Les animaux dans la peinture coréenne
- Apaisez votre esprit en dessinant sur un papier de calligraphie ! Grâce à cette expérience, vous pourrez :
- Réaliser une œuvre d'art coréenne à la fois tendance et traditionnelle !
- Expérimenter la peinture orientale de manière simple et conviviale.
- Se concentrer pleinement sur soi-même en peignant sur un papier de calligraphie.

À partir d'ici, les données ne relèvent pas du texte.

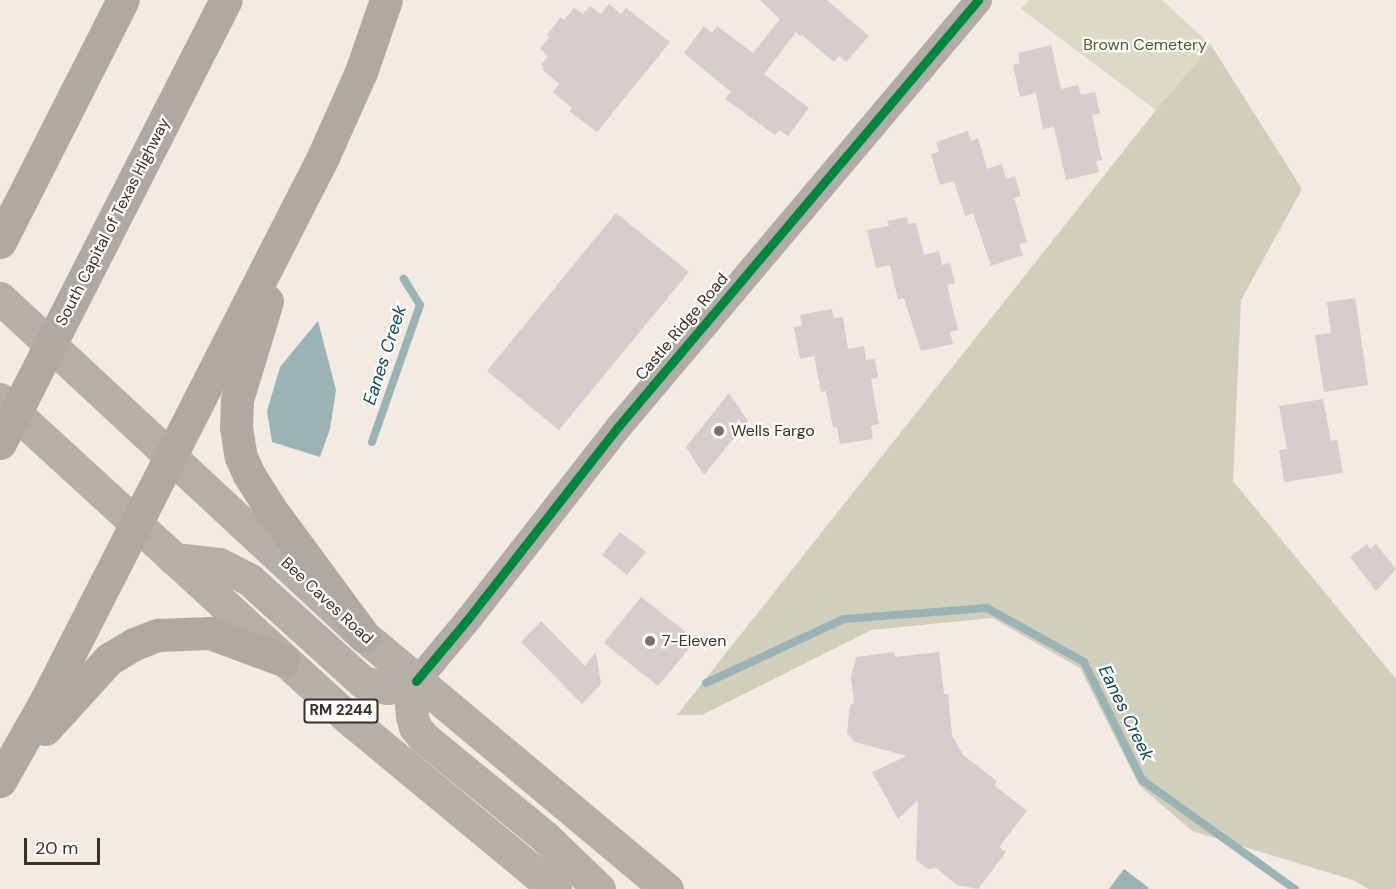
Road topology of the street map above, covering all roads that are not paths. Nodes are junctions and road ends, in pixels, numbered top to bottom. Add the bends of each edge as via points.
1 (123, 0) edge
2 (226, 0) edge
3 (386, 0) edge
4 (978, 0) edge
5 (301, 198) junction
6 (0, 242) edge
7 (0, 298) edge
8 (0, 399) edge
9 (0, 443) edge
10 (170, 456) junction
11 (136, 524) junction
12 (174, 560) junction
13 (364, 636) junction
14 (283, 660) junction
15 (416, 681) junction
16 (0, 781) edge
17 (555, 889) edge
18 (599, 889) edge
19 (667, 889) edge

1 - 6 highway
2 - 9 highway, South Capital of Texas Highway
3 - 5 highway via 347,104
4 - 15 street, Castle Ridge Road via 617,428
5 - 10 highway
5 - 13 highway via 240,386 236,413 238,442 257,490
7 - 10 main road, Bee Caves Road
8 - 11 main road, RM 2244
10 - 11 highway
10 - 13 main road, Bee Caves Road
11 - 12 main road, RM 2244
11 - 16 highway
12 - 14 main road, RM 2244
12 - 15 main road via 219,564 249,580 363,682 387,688
13 - 15 main road, Bee Caves Road
14 - 16 highway via 210,633 158,635 140,641 99,668
14 - 17 main road, RM 2244 via 424,783
15 - 18 main road via 412,716 423,737 545,837
15 - 19 main road, Bee Caves Road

- Utiliser l'œuvre moderne minhwa comme objet de décoration intérieure.
Ce qui vous attend
Yeongmo-hwa 영모화(翎毛畵), qui signifie animaux volants et sauvages, a grandement contribué à la formation du style coréen et au développement de l’histoire de la peinture. Les ancêtres coréens étaient représentés non seulement par des fleurs et des papillons, mais aussi par des punaises, des cigales, des chiens, des chats, des écureuils, des faucons et toutes sortes de poissons, et même des tigres. Les oiseaux et les animaux sont considérés comme des compagnons qui vivent dans la nature aux côtés des êtres humains, et les caractéristiques écologiques et les avantages mutuels sont liés aux espoirs de la vie. Ils étaient également représentés comme des symboles de bon augure pour rendre nos vies riches et chaleureuses tout en protégeant et en aidant la vie humaine. Comme le dit le proverbe « lorsque vous dessinez un animal, vous devez savoir que c’est dans la nature de dessiner l’image. correctement." Ainsi, si vous regardez les peintures de Yeongmo-hwa 영모화(翎毛畵), vous pouvez ressentir l’observation détaillée, l’inspiration et la réflexion que les ancêtres coréens avaient sur la nature et la vie.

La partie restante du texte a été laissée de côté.